Remember last winter's publicity flurry over "Two Buck Chuck," the joking nickname for the Charles Shaw line of wines that sold for just $2 a bottle at Trader Joe's food-specialty stores in California and a still-affordable $4 at the chain's shops in other states?
The fallout continues, according to an article in this month's edition of California Farmer magazine, forwarded to me by a wine-loving friend.
Writer Len Richardson, in an article headlined "Hijacked by Two Buck Chuck," reports that market research shows very inexpensive wines - "Chuck" and its competitors - are cannibalizing sales from more expensive wines but not bringing many new wine drinkers into the market.
"The research in part confirms what many in the industry believed or feared - that Two Buck Chuck and other wines in the SVW ("Super Value Wines") category are drawing sales from more expensive wines, mainly those in the $5 to $10 range," Richardson wrote. "It also reports that these low-priced wines are attracting very few new wine drinkers into the category, but instead are appealing primarily to established wine drinkers."
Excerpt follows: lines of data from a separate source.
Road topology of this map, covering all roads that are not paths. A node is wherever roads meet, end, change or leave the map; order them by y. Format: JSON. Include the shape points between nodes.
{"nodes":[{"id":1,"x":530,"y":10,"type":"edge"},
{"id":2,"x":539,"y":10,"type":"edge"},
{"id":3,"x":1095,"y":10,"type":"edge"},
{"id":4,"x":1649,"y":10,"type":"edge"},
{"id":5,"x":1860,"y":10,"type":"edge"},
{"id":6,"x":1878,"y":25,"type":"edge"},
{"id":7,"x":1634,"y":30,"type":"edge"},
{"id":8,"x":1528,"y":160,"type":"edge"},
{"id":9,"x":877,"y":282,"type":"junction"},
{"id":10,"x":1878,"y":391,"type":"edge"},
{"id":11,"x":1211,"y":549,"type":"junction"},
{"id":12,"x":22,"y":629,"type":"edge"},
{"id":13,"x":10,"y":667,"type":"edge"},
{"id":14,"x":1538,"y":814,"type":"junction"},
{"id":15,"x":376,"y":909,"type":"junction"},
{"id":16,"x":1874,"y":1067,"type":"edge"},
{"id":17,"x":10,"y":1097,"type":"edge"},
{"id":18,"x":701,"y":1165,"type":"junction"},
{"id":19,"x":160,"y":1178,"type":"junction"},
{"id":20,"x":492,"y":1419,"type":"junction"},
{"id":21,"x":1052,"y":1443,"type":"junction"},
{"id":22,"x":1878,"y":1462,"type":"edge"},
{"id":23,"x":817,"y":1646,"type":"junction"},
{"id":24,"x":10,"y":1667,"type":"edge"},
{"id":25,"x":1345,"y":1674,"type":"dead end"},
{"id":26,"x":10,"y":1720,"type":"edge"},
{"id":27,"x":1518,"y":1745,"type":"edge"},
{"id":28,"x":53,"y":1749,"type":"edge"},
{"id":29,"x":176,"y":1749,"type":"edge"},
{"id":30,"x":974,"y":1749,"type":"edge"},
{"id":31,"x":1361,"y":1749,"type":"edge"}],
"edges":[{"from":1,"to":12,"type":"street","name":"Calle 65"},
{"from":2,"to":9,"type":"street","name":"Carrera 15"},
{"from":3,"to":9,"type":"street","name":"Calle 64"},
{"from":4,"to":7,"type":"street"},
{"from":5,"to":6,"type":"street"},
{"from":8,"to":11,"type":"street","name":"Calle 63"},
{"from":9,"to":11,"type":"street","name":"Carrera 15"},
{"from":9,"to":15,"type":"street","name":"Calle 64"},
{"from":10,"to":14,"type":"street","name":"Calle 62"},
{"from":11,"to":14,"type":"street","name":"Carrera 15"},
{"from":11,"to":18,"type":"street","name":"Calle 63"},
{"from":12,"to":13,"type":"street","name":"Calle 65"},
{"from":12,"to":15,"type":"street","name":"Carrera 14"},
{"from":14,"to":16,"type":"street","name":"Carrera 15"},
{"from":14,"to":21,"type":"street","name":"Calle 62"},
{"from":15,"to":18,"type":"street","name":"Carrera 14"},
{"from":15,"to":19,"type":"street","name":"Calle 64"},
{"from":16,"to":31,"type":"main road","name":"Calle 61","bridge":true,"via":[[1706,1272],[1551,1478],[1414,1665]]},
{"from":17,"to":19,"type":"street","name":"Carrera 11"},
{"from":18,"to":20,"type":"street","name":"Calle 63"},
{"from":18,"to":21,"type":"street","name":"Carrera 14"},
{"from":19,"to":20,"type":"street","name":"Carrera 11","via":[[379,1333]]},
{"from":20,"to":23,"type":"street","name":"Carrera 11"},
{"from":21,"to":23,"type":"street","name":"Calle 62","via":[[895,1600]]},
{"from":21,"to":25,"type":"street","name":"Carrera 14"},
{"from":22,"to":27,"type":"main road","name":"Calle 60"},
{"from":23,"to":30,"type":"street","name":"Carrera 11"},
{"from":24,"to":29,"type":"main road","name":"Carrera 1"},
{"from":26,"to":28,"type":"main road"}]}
"Super Value Wines" are defined as "varietal" wines - labeled with the name of the grape, such as Chardonnay or Merlot - sold as table wine in traditional 750-ml wine bottles.
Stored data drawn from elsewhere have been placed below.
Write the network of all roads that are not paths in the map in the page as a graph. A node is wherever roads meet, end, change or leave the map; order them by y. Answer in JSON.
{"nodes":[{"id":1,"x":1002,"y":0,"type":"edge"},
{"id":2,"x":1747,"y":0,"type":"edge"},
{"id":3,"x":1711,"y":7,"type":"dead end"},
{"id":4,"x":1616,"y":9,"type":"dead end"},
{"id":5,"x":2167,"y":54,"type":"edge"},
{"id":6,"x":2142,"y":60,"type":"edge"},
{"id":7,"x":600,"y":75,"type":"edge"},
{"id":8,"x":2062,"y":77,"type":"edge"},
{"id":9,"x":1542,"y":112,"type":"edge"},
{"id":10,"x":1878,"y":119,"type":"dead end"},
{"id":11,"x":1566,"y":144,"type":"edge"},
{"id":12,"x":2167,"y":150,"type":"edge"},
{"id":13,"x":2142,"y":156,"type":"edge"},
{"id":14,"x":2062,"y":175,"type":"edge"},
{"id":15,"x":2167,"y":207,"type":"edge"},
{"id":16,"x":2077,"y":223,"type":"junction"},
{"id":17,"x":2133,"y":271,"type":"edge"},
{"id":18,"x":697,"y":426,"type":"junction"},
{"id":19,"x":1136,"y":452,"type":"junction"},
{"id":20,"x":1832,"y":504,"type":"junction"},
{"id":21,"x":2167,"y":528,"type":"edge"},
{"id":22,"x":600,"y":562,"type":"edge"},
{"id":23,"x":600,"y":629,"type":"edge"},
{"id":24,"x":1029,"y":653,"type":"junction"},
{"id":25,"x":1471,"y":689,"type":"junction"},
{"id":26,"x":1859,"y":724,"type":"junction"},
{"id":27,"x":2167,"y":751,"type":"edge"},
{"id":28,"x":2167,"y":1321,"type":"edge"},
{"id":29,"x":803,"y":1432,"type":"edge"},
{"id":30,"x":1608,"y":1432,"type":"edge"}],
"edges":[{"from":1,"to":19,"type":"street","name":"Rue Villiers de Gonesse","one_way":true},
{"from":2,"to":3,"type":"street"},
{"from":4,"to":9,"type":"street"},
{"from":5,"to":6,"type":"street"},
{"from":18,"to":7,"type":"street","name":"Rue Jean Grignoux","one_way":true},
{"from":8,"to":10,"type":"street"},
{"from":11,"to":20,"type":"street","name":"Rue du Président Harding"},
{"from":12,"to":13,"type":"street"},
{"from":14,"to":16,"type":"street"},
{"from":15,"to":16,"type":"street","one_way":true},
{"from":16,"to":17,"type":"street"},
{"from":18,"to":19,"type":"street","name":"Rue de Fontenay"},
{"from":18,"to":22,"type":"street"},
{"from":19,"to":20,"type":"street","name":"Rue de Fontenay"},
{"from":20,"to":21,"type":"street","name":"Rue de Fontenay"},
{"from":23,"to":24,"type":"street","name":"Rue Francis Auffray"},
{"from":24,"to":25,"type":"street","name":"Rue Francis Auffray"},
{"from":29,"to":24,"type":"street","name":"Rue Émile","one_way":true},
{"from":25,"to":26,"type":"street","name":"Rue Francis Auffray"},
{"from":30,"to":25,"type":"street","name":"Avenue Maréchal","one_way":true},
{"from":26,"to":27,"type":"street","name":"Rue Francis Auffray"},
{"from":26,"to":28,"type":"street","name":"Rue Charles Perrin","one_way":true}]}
"Short-term, it's clearly bad news for the wine industry that Super Value Wines are causing consumers to trade down," an industry analyst told Richardson. "But there's some long-term good news for the industry as well - the research clearly shows that the new price point is causing consumers to purchase more wine."
Tom Restaino, managing partner of industry analyst BRS Group, added that the Two Buck Chuck phenomenon suggests American consumers may be ready to accept an American equivalent of the French "vin ordinaire" for everyday enjoyment. "For years, the wine industry has been trying to establish wine as an everyday beverage. Now the consumer is pointing the way for us as to how to accomplish that."
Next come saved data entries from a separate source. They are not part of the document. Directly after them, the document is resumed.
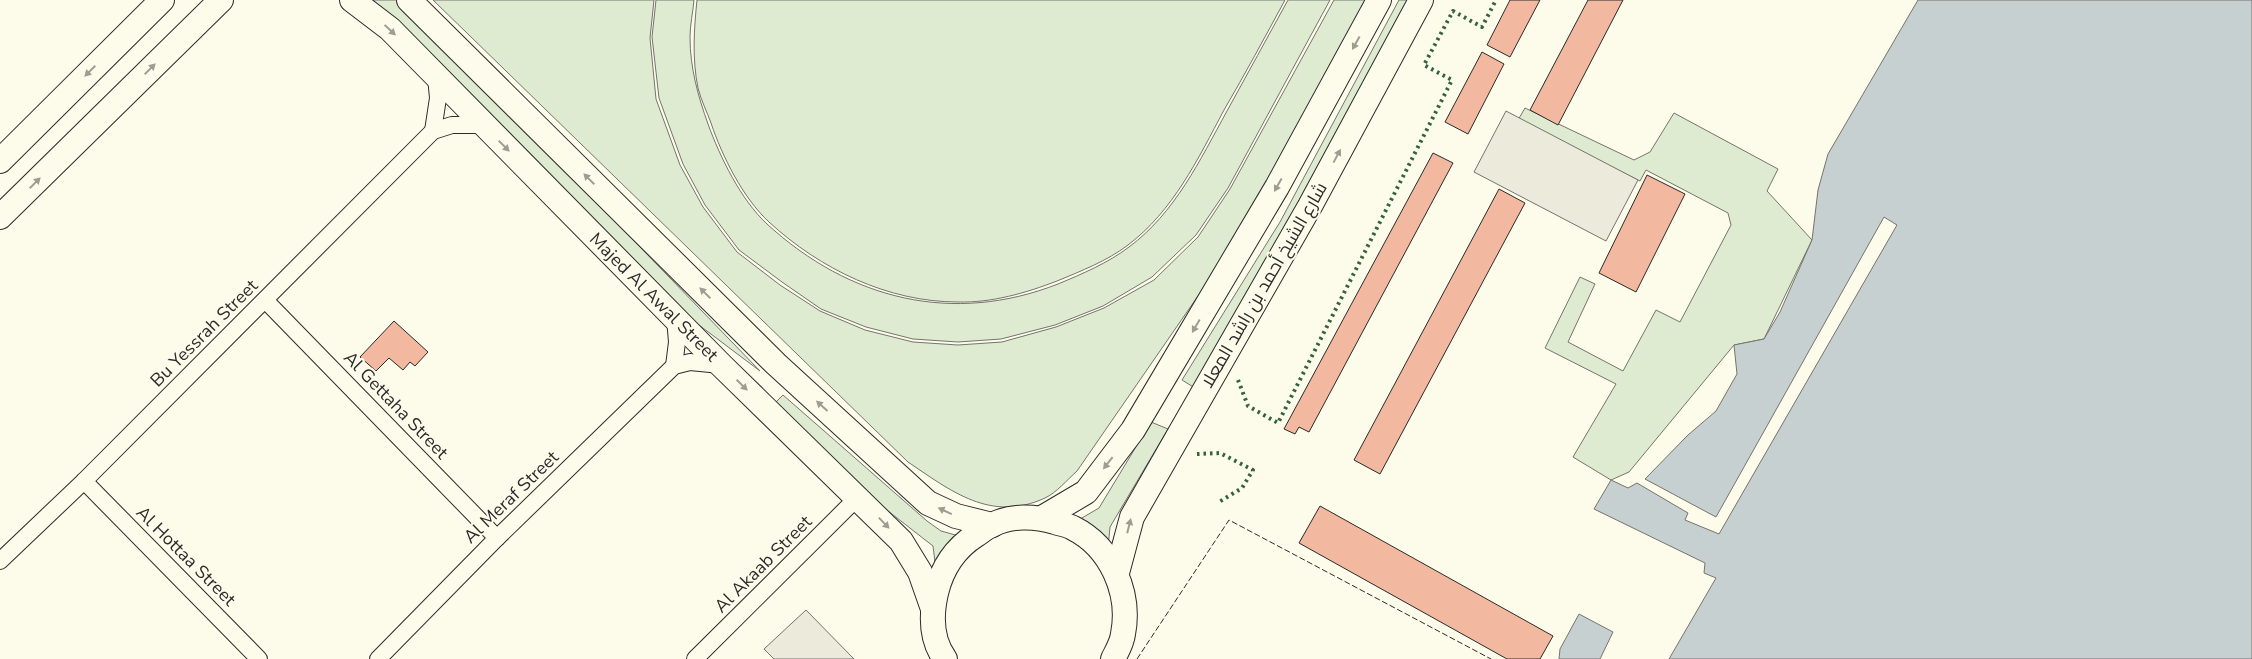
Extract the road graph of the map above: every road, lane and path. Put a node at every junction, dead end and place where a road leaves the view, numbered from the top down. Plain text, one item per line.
1 (162, 0) edge
2 (221, 0) edge
3 (352, 0) edge
4 (409, 0) edge
5 (1379, 0) edge
6 (1421, 0) edge
7 (436, 77) junction
8 (484, 125) junction
9 (433, 132) junction
10 (0, 161) edge
11 (0, 217) edge
12 (265, 300) junction
13 (675, 318) junction
14 (721, 365) junction
15 (674, 366) junction
16 (84, 481) junction
17 (858, 496) junction
18 (1042, 518) junction
19 (992, 525) junction
20 (497, 538) junction
21 (0, 561) edge
22 (1117, 573) junction
23 (933, 609) junction
24 (944, 658) edge
25 (259, 659) edge
26 (378, 659) edge
27 (695, 659) edge
28 (1113, 659) edge

1 -> 10 street
11 -> 2 street
3 -> 7 street, Majed Al Awal Street
19 -> 4 street
5 -> 18 street
22 -> 6 street, شارع الشيخ أحمد بن راشد المعلا
7 - 8 street, Majed Al Awal Street
7 - 9 street
8 - 9 street, Bu Yessrah Street
8 -> 13 street, Majed Al Awal Street
9 - 12 street, Bu Yessrah Street
12 - 16 street, Bu Yessrah Street
12 - 20 street, Al Gettaha Street
13 - 14 street, Majed Al Awal Street
13 - 15 street
14 - 15 street
14 -> 17 street, Majed Al Awal Street
15 - 20 street, Al Meraf Street
16 - 21 street, Bu Yessrah Street
16 - 25 street, Al Hottaa Street
17 -> 23 street, Majed Al Awal Street
17 - 27 street, Al Akaab Street
18 - 19 street
18 - 22 street
19 - 23 street
20 - 26 street, Al Meraf Street
22 - 28 street
23 - 24 street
The deeper question that all these issues raise, it seems to me, is whether "you get what you pay for" is a valid principle when it comes to quality wines.
You may recall that I got my hands on a few "Two Buck Chuck" varietals last winter and taste-tested them in "blind" tastings against somewhat more expensive wines of the same varieties. My conclusion: They were certainly worth $2 or even $4, and significantly exceeded the quality of most jug wines and boxed wines in that price range. Frankly, they are probably as good as some basic "fighting varietal" labels from California, France, Australia and elsewhere that are overpriced in the $6 range. But they couldn't quite match up to $10 wines, showing their low-rent heritage by their relative softness, and their lack of structure and real varietal character.
As a wine lover who enjoys wine as a hobby, I want something more than innocuous simplicity in my wine, and I'm willing to spend a few dollars more to get it. But I'm also critical in the quest for value, and would rather have a good $7 wine than a boring $14 bottle ... and have the pleasure of telling you about my findings in a daily wine report.
More in the realm of casual inquiry than serious research, I decided to open a good cheap wine and a good pricey item over the past couple of nights. First we enjoyed a classy but expensive Washington State Merlot from a respected maker, L'Ecole No. 41. It's not quite ostentatious but certainly exceeds my usual limit for everyday wine with its $29 price tag.
The following evening, I pulled the cork from a downscale, simple but pleasant and well-structured Italian red, a Montepulciano d'Abruzzo from Masciarelli that cost only $7 - one-fourth the toll for the Merlot.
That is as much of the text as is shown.